In that sense, we could say that 2020 was largely spent in the PENUMBRA of Covid-19. We weren’t shut down completely, but definitely our daily lives were darkened by this menace. Commerce carried on as best it could, shopping done more online now than in person.
One example given was when Europe was coming out of the Dark Ages. Columbus had proved that the Earth wasn’t flat; Galileo had invented the telescope and peered into space; superstition was slowly giving way to scientific truth. The printing press was invented and literature began to inform those who could read.
We might say “SAD” is also a sort of PENUMBRA. The shorter daylight hours in northern lands can bring on a kind of depression of spirit the medical world now calls Seasonal Affective Disorder. One wonders if Antarctic penguins are feeling sad while we here in the North are enjoying long summer days?
Something none of us have done very much of for awhile. But the moon, on the other hand, wanders willy-nilly at times.
Moon, moon, what dost thou here?
You're supposed to be away
over there on the other side
shining down on Japan
or India or even Turkey.
It's mid-afternoon and here –
not there – you are!
Not staying on your given track
what's prompted you to gallivant
around the globe
in broad daylight?
Folks around there will miss
your whiteness, your brightness.
Worse, I suppose now
you won't show up
for our date tonight.
Totally off course –
maybe in Timbuktu –
when we need you.
Obdurate orb, don't be so dim!
Get with the program, eh.
We have some really interesting prompt words today!Yes, that P word. One of my worst flaws. That little moth that eats holes in the fabric of our lives.
Procrastination stems from a misjudgement or mismanagement of time, I suppose. A person entertains the perception that there will be more time later to do a thorough job. You use up precious minutes doing insignificant things, but then one day you wake up and realize you missed the opportune boat. It’s sailed and you weren’t on it — and there may never be one with “more time” leaving from this dock.

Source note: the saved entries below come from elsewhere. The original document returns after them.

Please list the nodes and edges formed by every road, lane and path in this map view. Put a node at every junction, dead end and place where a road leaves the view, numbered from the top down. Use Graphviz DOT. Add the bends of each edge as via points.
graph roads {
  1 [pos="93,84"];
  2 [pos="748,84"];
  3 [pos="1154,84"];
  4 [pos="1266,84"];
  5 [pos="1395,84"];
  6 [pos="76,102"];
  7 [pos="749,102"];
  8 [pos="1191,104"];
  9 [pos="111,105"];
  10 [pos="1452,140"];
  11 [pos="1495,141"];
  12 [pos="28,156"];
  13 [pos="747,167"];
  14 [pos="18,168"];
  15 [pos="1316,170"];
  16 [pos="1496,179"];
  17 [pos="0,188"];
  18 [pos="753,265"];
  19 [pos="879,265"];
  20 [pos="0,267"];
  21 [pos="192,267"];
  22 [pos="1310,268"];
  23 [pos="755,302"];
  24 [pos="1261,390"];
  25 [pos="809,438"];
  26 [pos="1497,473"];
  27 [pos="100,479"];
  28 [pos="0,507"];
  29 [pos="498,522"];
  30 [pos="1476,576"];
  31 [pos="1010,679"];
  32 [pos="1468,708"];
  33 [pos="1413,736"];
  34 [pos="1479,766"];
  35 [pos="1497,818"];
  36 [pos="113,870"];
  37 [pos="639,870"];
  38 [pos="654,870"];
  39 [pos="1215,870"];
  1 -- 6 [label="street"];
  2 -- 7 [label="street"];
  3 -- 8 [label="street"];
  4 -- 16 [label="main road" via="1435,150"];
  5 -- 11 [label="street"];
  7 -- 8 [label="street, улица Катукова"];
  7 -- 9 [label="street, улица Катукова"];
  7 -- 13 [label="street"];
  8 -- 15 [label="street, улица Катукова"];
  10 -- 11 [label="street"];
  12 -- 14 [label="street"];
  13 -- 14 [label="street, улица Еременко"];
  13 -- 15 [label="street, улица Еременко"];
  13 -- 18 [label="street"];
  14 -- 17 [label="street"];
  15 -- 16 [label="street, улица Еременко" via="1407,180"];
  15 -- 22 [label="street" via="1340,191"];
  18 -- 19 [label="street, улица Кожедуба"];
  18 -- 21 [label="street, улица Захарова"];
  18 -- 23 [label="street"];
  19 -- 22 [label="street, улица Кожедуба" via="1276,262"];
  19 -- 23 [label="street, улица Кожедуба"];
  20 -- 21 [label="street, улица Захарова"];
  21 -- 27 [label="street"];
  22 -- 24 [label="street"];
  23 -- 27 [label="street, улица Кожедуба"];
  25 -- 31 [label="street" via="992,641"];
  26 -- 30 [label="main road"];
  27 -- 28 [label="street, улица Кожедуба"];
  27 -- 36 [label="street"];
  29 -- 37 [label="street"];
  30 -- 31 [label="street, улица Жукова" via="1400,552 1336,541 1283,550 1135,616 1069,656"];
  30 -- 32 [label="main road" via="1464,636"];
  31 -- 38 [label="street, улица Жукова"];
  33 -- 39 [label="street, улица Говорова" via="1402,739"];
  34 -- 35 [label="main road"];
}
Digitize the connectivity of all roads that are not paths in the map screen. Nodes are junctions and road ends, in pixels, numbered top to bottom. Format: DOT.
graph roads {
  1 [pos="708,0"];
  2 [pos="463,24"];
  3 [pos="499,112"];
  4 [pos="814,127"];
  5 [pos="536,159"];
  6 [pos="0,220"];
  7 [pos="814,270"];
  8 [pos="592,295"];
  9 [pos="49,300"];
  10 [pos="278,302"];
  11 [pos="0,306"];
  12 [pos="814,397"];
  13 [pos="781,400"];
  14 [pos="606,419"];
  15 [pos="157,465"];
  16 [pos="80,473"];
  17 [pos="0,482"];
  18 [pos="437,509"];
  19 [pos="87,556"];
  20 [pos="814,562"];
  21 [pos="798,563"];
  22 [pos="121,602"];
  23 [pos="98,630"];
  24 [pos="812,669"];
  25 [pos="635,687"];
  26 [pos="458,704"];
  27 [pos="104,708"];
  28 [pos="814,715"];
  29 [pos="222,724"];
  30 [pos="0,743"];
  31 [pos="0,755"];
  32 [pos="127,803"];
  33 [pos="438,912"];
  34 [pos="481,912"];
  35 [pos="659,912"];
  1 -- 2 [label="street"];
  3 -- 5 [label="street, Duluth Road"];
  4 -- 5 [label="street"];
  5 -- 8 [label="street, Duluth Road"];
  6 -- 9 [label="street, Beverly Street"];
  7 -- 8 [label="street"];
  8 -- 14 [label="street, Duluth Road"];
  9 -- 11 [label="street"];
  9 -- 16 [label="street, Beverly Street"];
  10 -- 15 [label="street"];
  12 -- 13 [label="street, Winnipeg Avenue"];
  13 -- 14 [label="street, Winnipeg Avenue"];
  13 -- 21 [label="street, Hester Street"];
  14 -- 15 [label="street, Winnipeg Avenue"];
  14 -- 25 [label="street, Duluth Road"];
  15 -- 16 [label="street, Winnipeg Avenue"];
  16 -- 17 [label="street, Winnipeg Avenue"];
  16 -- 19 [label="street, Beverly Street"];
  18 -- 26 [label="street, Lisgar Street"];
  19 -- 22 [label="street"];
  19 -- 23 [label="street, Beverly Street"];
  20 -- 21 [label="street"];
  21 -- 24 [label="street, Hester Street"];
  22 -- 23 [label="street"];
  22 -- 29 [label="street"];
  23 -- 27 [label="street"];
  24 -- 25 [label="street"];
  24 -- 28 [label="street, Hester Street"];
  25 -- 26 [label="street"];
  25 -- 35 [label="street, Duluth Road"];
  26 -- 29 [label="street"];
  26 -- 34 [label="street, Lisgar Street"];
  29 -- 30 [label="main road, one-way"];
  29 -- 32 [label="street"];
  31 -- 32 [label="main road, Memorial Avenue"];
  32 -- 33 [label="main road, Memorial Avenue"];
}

Idiopathic, according to Merriam-Webster, means “arising spontaneously or from an obscure or unknown cause.” Like when you have every good intention to get at something as soon as you have a bit more time, but delays arise from an obscure source, and while you’re coping with them, someone pushes the hands of the clock ahead. Sometimes years ahead.
Idiopathic also means “peculiar to the individual.” I don’t think procrastination is peculiar to me, though I’m quite adroit at procrastinating under normal circumstances. And later chiding myself because of the thing not yet done.
And this past week hasn’t been a normal one for me, as I’ve been feeling “under the weather.” Sinus and bronchial congestion, limp-noodle energy, napping often. Procrastinating in regard to posting on my blog, too, you may have noticed. I believe I’m on the road to recovery now, but it’s been a long spell of the blahs.